Report each line of the data that contains the string "above".

++++

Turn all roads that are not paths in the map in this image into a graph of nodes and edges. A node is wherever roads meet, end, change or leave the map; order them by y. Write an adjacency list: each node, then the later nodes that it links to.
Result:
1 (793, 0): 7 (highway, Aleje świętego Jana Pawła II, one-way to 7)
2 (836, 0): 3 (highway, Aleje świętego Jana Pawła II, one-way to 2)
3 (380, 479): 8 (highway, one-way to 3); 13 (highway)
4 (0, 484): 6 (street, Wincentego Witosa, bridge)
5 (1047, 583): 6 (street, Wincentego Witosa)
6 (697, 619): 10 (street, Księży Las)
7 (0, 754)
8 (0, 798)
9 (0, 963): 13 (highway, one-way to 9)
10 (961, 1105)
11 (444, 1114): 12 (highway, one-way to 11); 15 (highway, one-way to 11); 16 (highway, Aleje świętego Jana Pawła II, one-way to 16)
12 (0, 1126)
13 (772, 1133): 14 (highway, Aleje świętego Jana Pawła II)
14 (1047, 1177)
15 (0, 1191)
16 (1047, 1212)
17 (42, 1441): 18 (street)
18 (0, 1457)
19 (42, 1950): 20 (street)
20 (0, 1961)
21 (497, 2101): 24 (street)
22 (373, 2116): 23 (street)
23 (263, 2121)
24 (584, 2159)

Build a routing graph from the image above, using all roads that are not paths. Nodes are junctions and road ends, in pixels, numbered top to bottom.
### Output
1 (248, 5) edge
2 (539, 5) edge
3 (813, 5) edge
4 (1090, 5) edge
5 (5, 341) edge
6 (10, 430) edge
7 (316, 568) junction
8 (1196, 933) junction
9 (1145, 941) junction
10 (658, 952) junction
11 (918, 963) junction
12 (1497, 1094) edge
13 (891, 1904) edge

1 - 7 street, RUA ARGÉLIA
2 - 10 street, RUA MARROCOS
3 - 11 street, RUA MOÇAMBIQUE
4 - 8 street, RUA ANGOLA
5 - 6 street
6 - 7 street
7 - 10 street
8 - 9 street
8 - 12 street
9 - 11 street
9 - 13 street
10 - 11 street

++++

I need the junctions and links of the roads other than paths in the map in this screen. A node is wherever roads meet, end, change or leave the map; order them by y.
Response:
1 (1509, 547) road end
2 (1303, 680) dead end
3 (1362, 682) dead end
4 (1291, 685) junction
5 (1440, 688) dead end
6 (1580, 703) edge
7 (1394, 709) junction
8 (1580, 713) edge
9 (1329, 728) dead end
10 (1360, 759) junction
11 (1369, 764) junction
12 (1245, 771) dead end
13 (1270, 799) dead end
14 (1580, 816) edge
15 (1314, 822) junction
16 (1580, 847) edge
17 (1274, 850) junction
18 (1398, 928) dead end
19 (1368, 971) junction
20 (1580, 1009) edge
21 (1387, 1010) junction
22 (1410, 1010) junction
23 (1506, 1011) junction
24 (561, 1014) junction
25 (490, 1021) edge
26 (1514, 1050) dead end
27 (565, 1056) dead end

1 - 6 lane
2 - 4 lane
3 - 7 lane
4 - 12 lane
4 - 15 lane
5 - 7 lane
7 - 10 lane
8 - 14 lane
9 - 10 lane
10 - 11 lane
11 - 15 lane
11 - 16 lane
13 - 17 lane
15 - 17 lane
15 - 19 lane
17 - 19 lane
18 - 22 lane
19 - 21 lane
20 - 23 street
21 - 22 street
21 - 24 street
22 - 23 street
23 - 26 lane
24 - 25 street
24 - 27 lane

++++

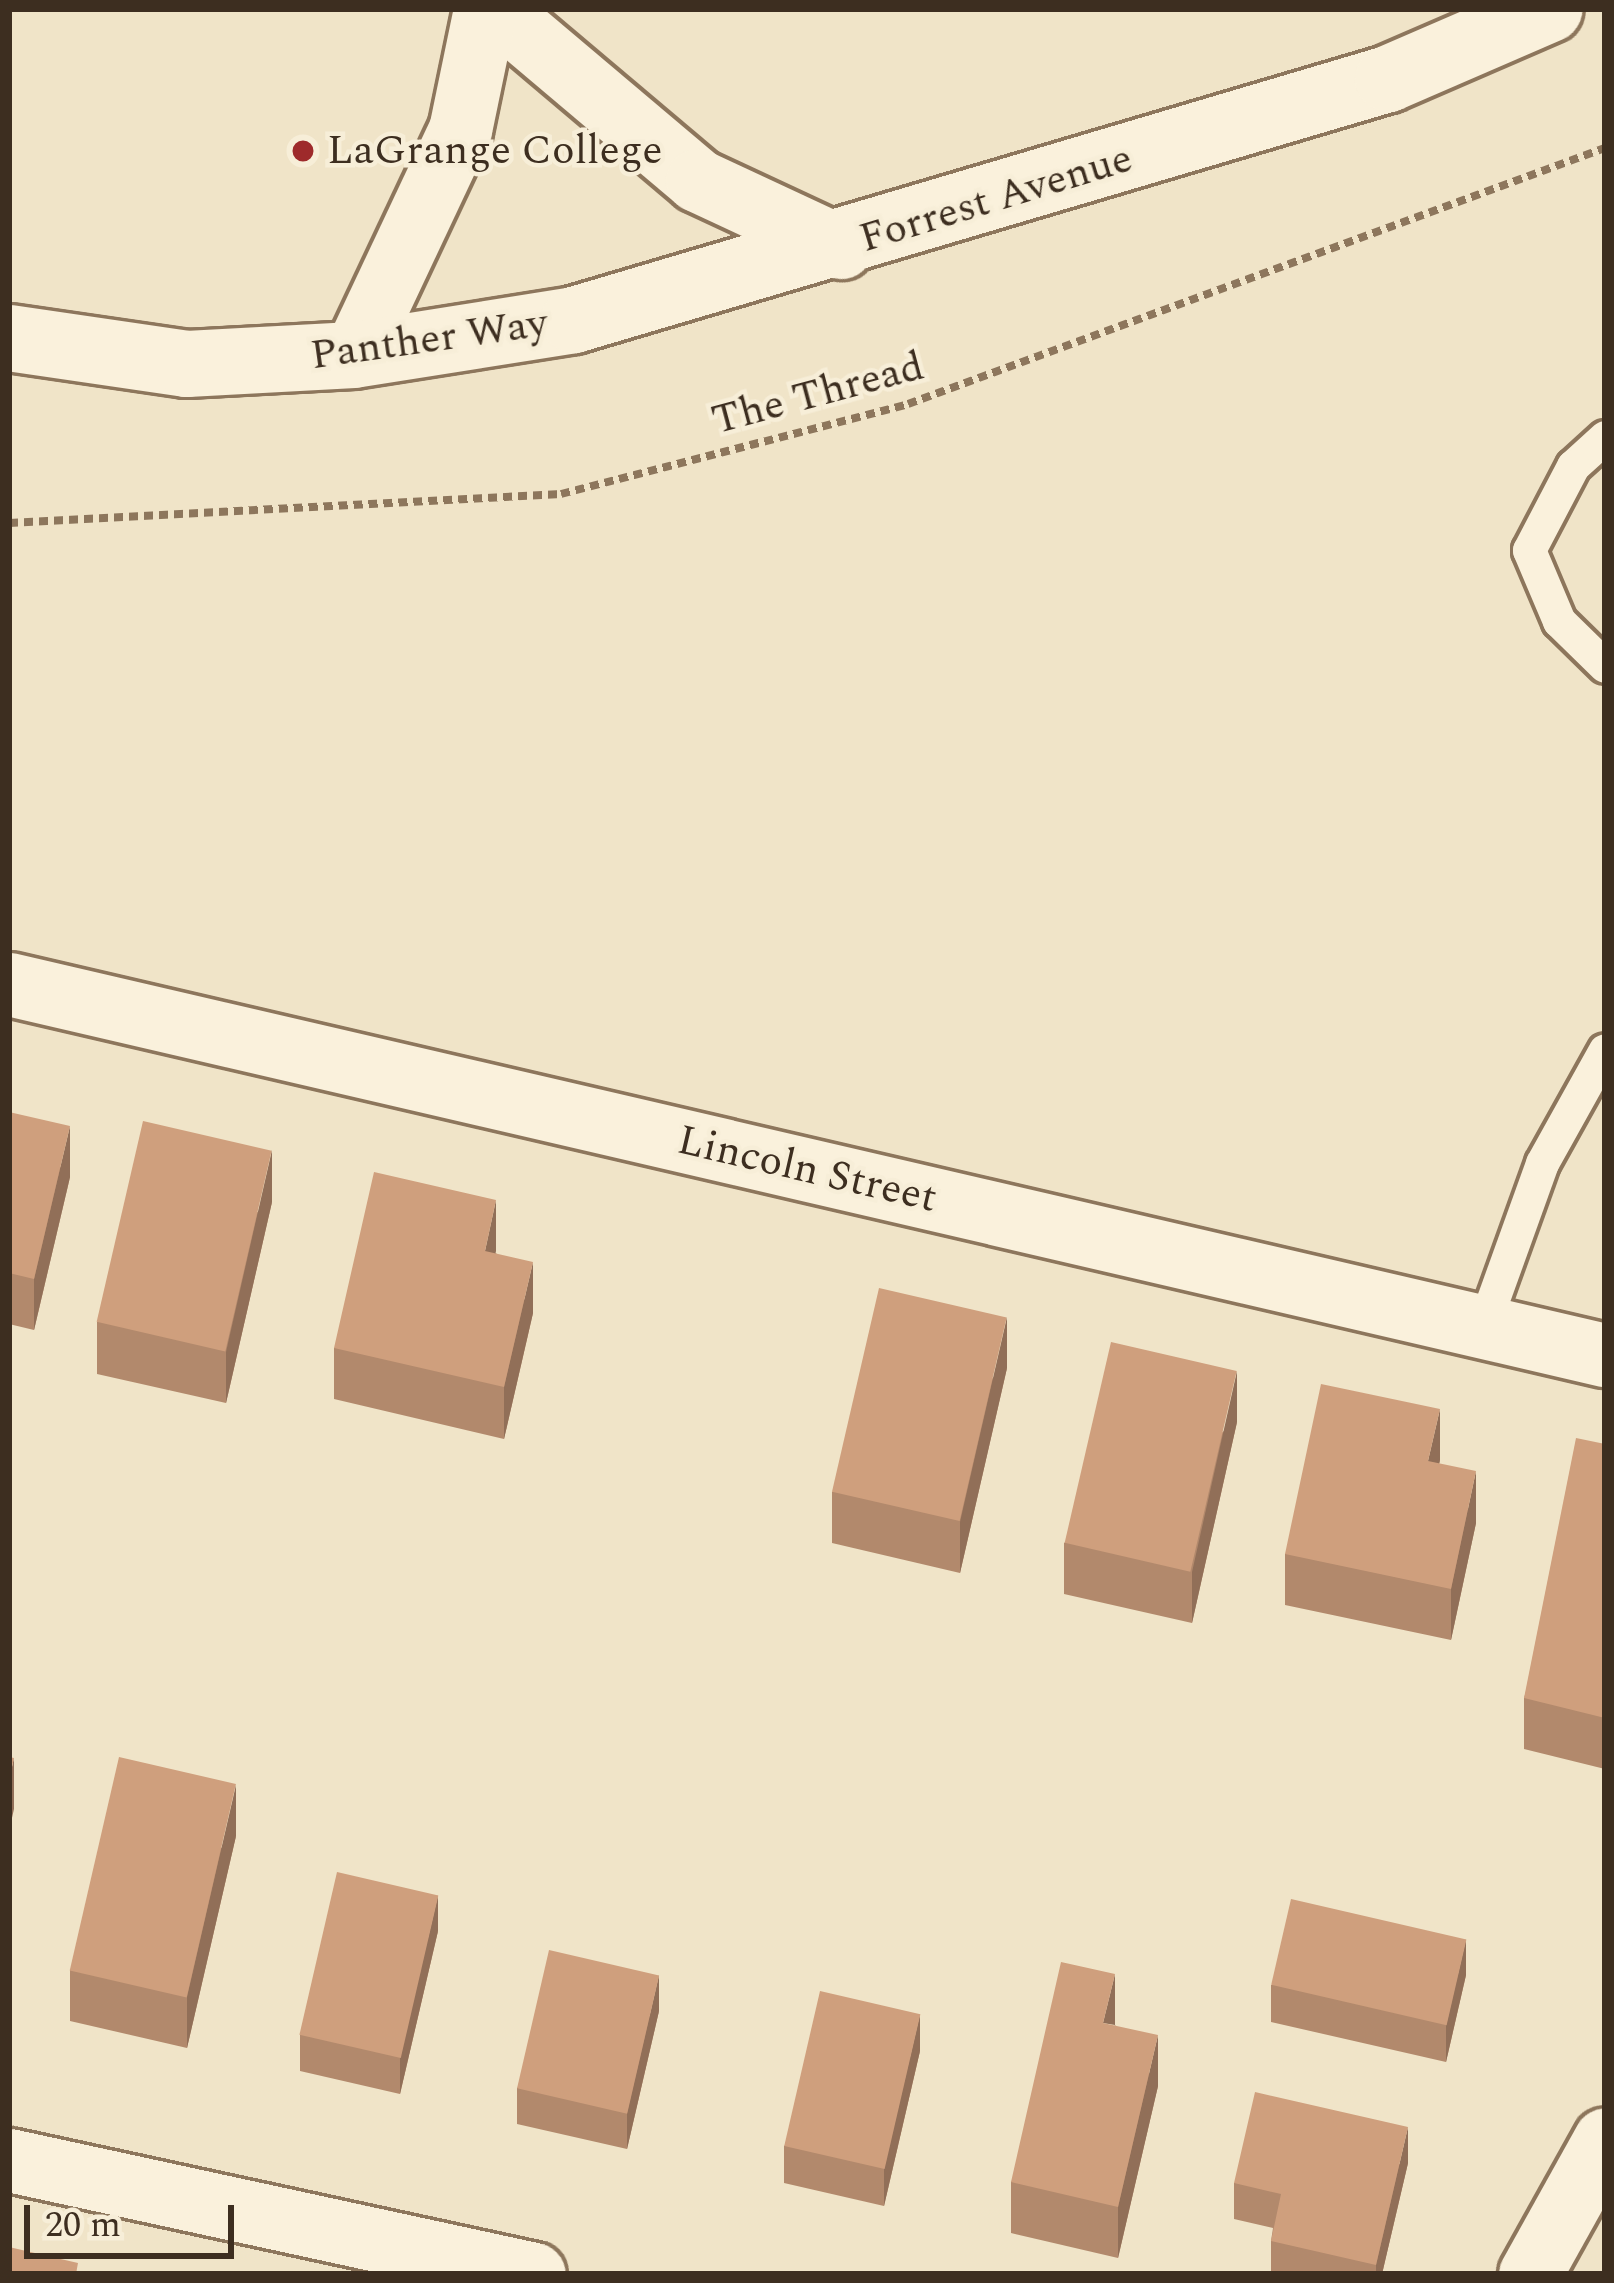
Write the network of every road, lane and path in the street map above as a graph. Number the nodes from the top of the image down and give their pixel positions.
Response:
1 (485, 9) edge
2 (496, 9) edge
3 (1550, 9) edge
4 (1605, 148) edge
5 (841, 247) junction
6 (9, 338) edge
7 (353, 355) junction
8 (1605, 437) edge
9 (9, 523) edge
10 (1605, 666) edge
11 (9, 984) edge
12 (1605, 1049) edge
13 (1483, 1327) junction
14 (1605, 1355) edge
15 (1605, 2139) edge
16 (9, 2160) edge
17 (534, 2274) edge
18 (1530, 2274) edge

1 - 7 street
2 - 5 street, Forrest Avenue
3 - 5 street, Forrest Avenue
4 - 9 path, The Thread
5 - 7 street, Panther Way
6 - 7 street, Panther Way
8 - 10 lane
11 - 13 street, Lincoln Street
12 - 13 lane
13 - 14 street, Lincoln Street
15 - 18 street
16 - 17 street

++++

RESPONSE:
Build a routing graph from the image above, using all roads that are not paths. Nodes are junctions and road ends, in pixels, numbered top to bottom.
Write the network of every road, lane and path in the street map above as a graph. Number the nodes from the top of the image down and give their pixel positions.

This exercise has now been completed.